O jornalista polonês ganhou fama internacional ao cobrir, por meio de suas crônicas, os conflitos que a Guerra Fria causou na Ásia, África e América Latina, ao mesmo tempo que estendia a mão aos pobres e esquecidos no mundo para contar sua história e sua realidade . Kapuściński tinha uma maneira de ver o mundo difícil de se igualar e uma voz única capaz de dar vida aos seus textos. Embora ao longo dos anos tenha sido acusado de exagerar, alterar e até inventar algumas das situações que supostamente vivenciou para torná-las mais estéticas e poderosas, as crônicas de suas viagens continuam tendo a capacidade de comover o leitor.

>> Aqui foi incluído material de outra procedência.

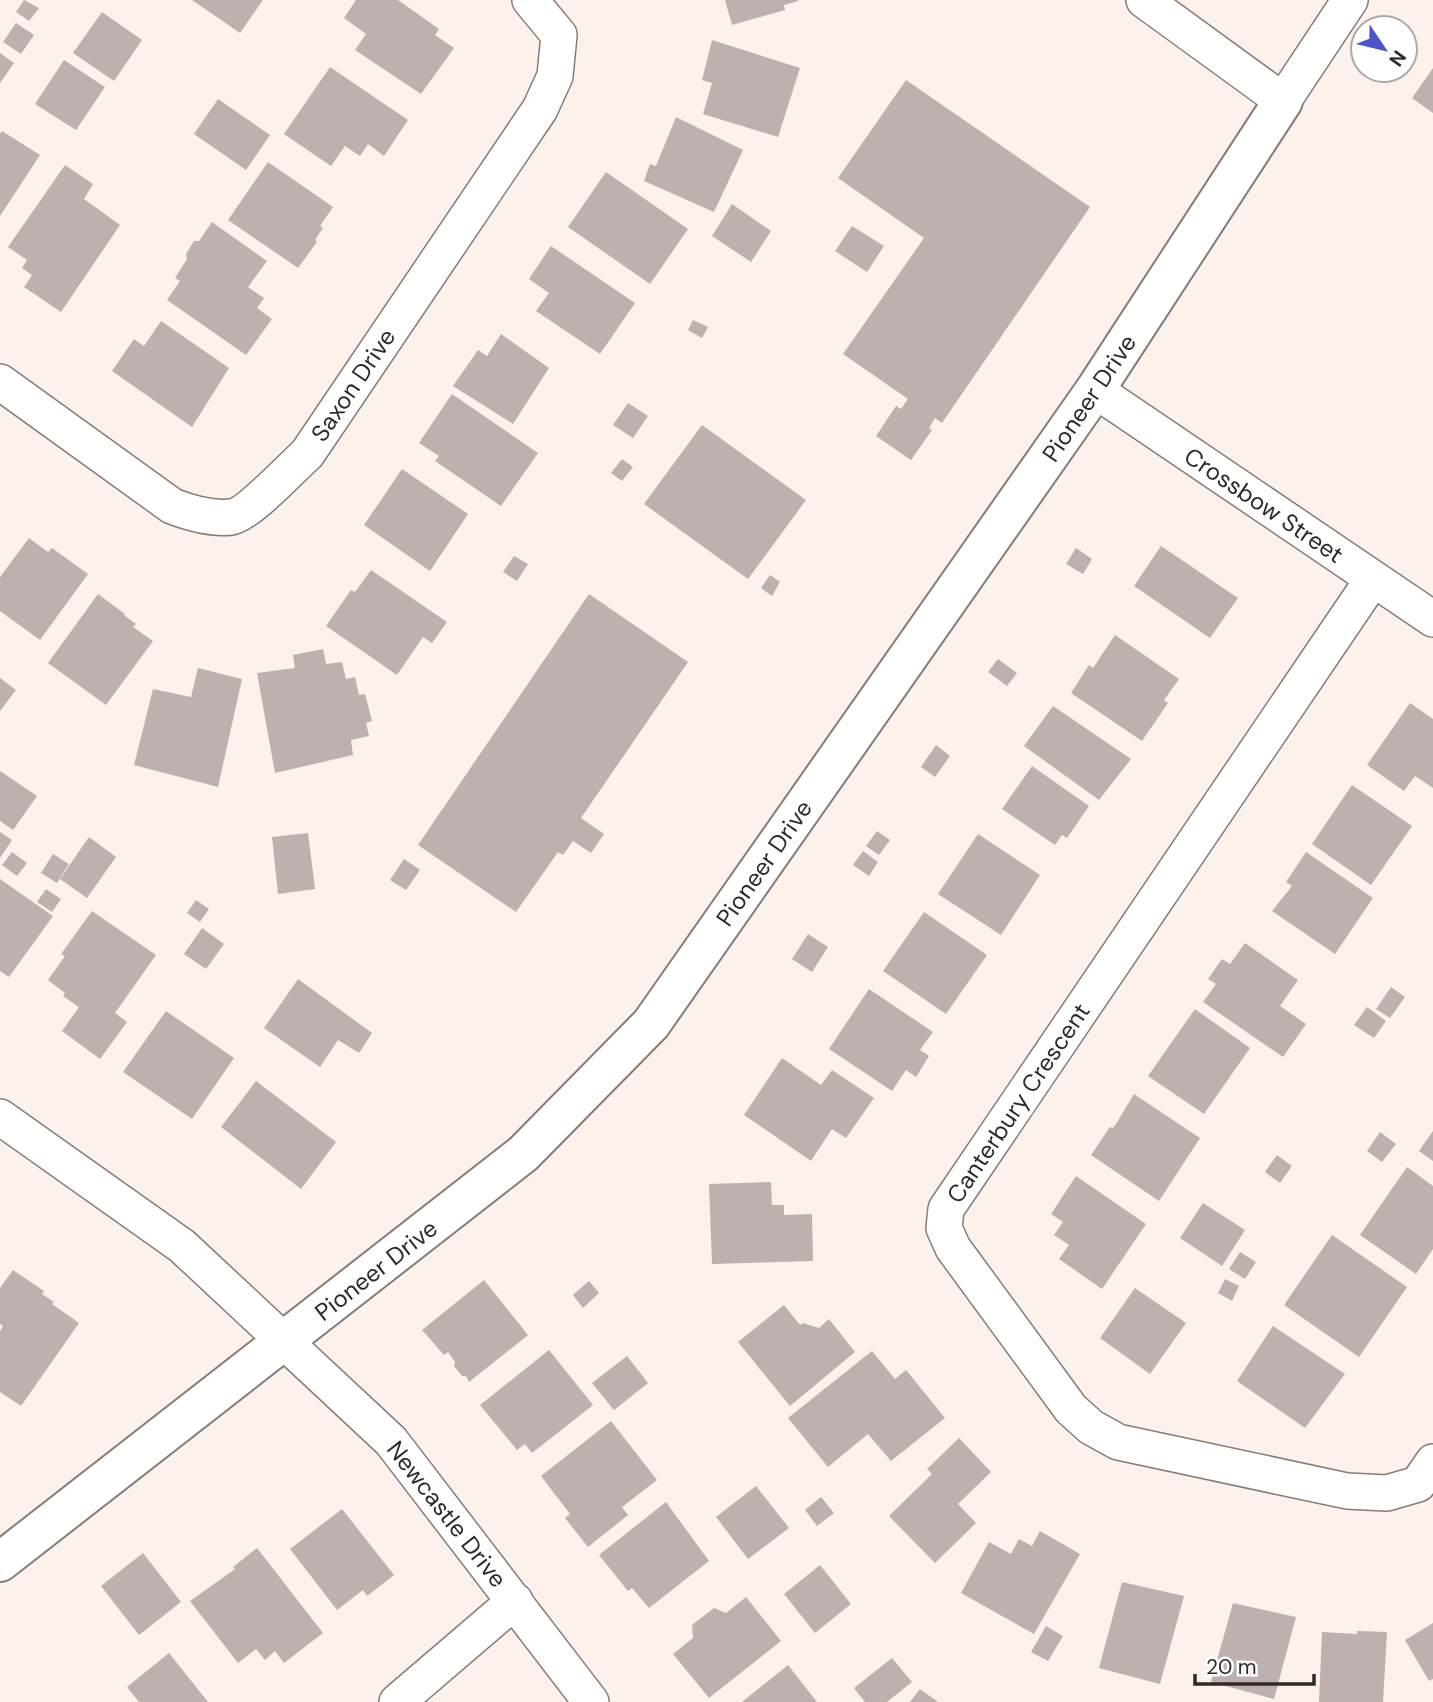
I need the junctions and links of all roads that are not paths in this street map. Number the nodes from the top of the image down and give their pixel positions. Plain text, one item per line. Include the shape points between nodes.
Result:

Imagem: Wikimedia Commons.
Hunter S. Thompson (1937 - 2005)

No caso de Hunter S. Thompson é difícil dizer onde termina o homem e onde começa o mito, pois o escritor (ele mesmo dizia que não era repórter, que era escritor) fez de sua vida um espetáculo de devassidão, drogas e álcool que tem profundamente na memória. Começou a escrever para a mídia impressa por dinheiro e sempre rejeitou a ideia de que o que fizesse pudesse ser enquadrado no "jornalismo ortodoxo", ele era viciado em drogas e alcoólatra e deu origem ao que se conhece como jornalismo gonzo. Esse subgênero do jornalismo é caracterizado por um desprezo total pela objetividade e pelo papel de observador e narrador do jornalista, optando por uma abordagem em que o repórter passa a fazer parte da história que está contando e até intervém nela.

Imagem: Getty Images.
Bob Woodward (1943 -) e Carl Bernstein (1944 -)

O destino queria que esses dois nomes fossem unidos para a posteridade. O Washington Post decidiu colocá-los para trabalhar juntos quando a aparente tentativa de roubo na sede do Partido Democrata levou a um grande escândalo que derrubaria o presidente dos Estados Unidos, o próprio Richard Nixon. Woodward e Bernstein ganharam o Pulitzer por sua investigação sobre Watergate e juntos escreveram o livro All the President's Men. Ao longo dos anos, ambos seguiram suas carreiras separadamente.

Imagem: Wikimedia Commons.
Robet Cape

Os fotógrafos e amantes Endre Ernő Friedmann e Gerda Taro criaram o personagem de Robert Capa para tentar vender suas próprias obras em Paris e acabariam por adotá-lo como pseudônimo para todas as fotografias que fariam ao longo dos anos. Os instantâneos de Robert Capa capturaram momentos importantes da Guerra Civil Espanhola, Segunda Guerra Mundial, Dia D, a Primeira Guerra Árabe-Israelense ou a Guerra da Indochina com uma habilidade única de retratar os horrores do conflito e o sofrimento da população. Civil. Gerda Taro morreu em 1937 durante a Guerra Civil Espanhola e Friedman em 1954 na Indochina.